Abstract-This paper presents an integrated analytical and profile-based CUDA performance modeling approach to accurately predict the kernel execution times of sparse matrix-vector multiplication for CSR, ELL, COO, and HYB SpMV CUDA kernels. Based on our experiments conducted on a collection of 8 widely-used testing matrices on NVIDIA Tesla C2050, the execution times predicted by our model match the measured execution times of NVIDIA's SpMV implementations very well. Specifically, for 29 out of 32 test cases, the performance differences are under or around 7%. For the rest 3 test cases, the differences are between 8% and 10%. For CSR, ELL, COO, and HYB SpMV kernels, the differences are 4.2%, 5.2%, 1.0%, and 5.7% on the average, respectively.
I. INTRODUCTION
Sparse matrix-vector multiplication (SpMV) is an essential operation in solving linear systems and partial differential equations. For many scientific and engineering applications, the matrices can be very large and sparse. It is a challenging problem to accurately and effectively predict the execution time of SpMV CUDA kernel for a matrix with any scale and sparsity. The CUDA performance modeling approach proposed by this paper addresses this challenge.

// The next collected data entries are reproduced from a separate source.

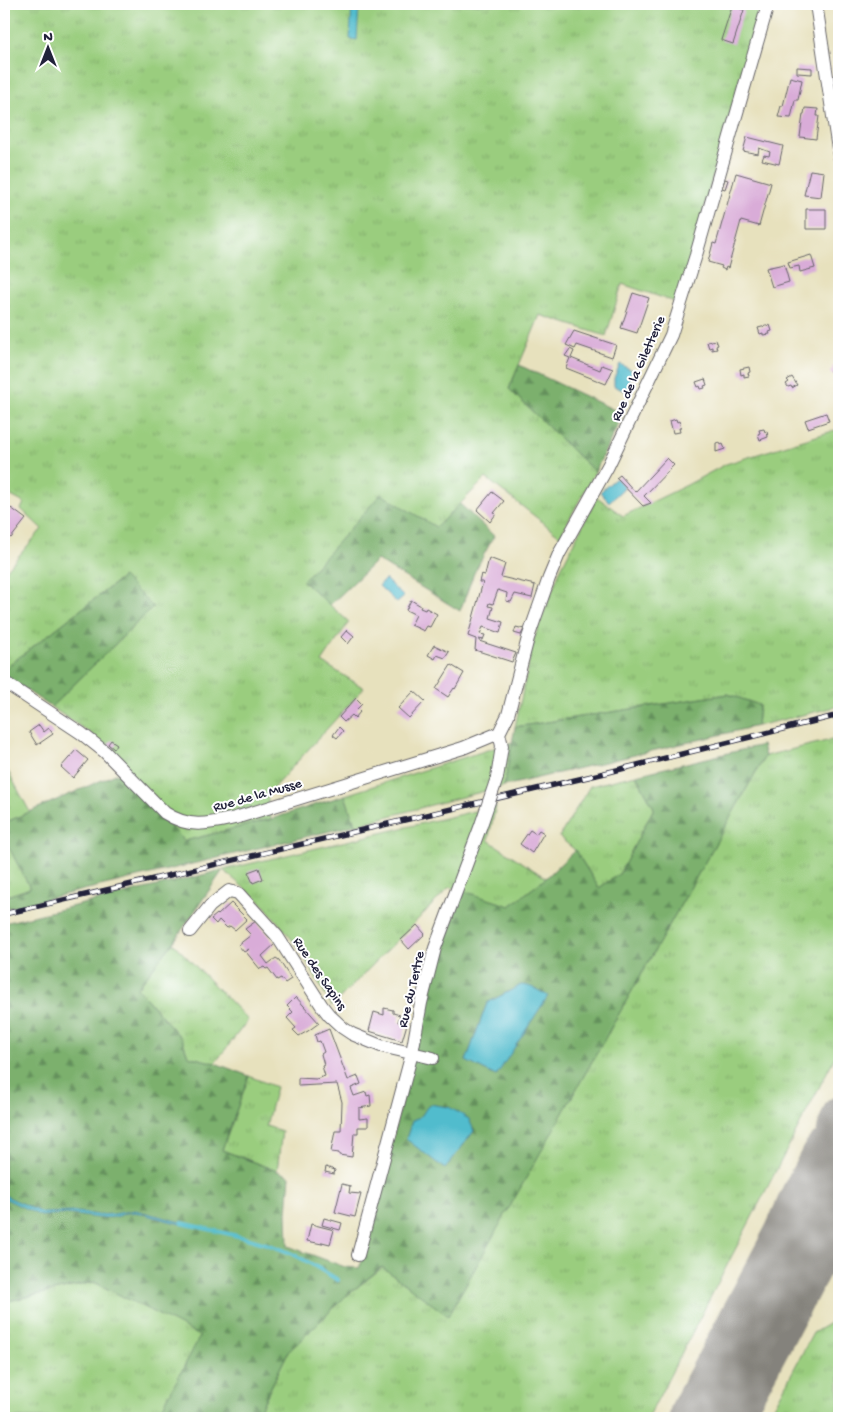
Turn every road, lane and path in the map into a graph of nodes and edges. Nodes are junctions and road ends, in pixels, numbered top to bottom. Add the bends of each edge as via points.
1 (771, 4) edge
2 (816, 4) edge
3 (839, 156) edge
4 (4, 682) edge
5 (499, 733) junction
6 (190, 931) dead end
7 (412, 1053) junction
8 (433, 1058) dead end
9 (358, 1255) dead end

1 - 5 street, Rue de la Giletterie via 755,46 671,335 549,578 528,638 508,715
2 - 3 street
4 - 5 street, Rue de la Musse via 81,733 105,752 165,813 188,824 235,818 463,748
5 - 7 street, Rue du Tertre, bridge via 502,746 497,778 434,948
6 - 7 street, Rue des Sapins via 210,906 229,891 238,893 277,936 335,1022 366,1041
7 - 8 street, Rue des Sapins
7 - 9 street, Rue du Tertre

In this paper, we propose an integrated analytical and profile-based performance modeling approach to accurately predict the CUDA kernel execution time of SpMV. Our modeling approach consists of two phases: instrumenting and modeling. In the phase of instrumenting, benchmark matrices are generated according to a GPU's architecture features, then SpMV computations with these benchmark matrices are conducted on the GPU to obtain the execution times. The properties and the execution times of benchmark matrices are recorded as the input in the phase of modeling. In the phase of modeling, we instantiate our parameterized performance models according to the experimental results of benchmark matrices. Finally, we utilize the instantiated models to estimate the CUDA kernel execution time of SpMV for any target sparse matrix. In this paper, we use SpMV CUDA kernels developed by NVIDIA [1] and NVIDIA Tesla C2050 for our performance modeling and experiments. However, the proposed approach is general and can be applied to any SpMV kernel and NVIDIA GPU architecture. For different SpMV kernels, only the execution times for benchmark matrices need to be retested; for different GPU architectures, the benchmark matrices also need to be regenerated. However, these changes only occur in the phase of instrumenting. Our parameterized performance models can be reused in the phase of modeling.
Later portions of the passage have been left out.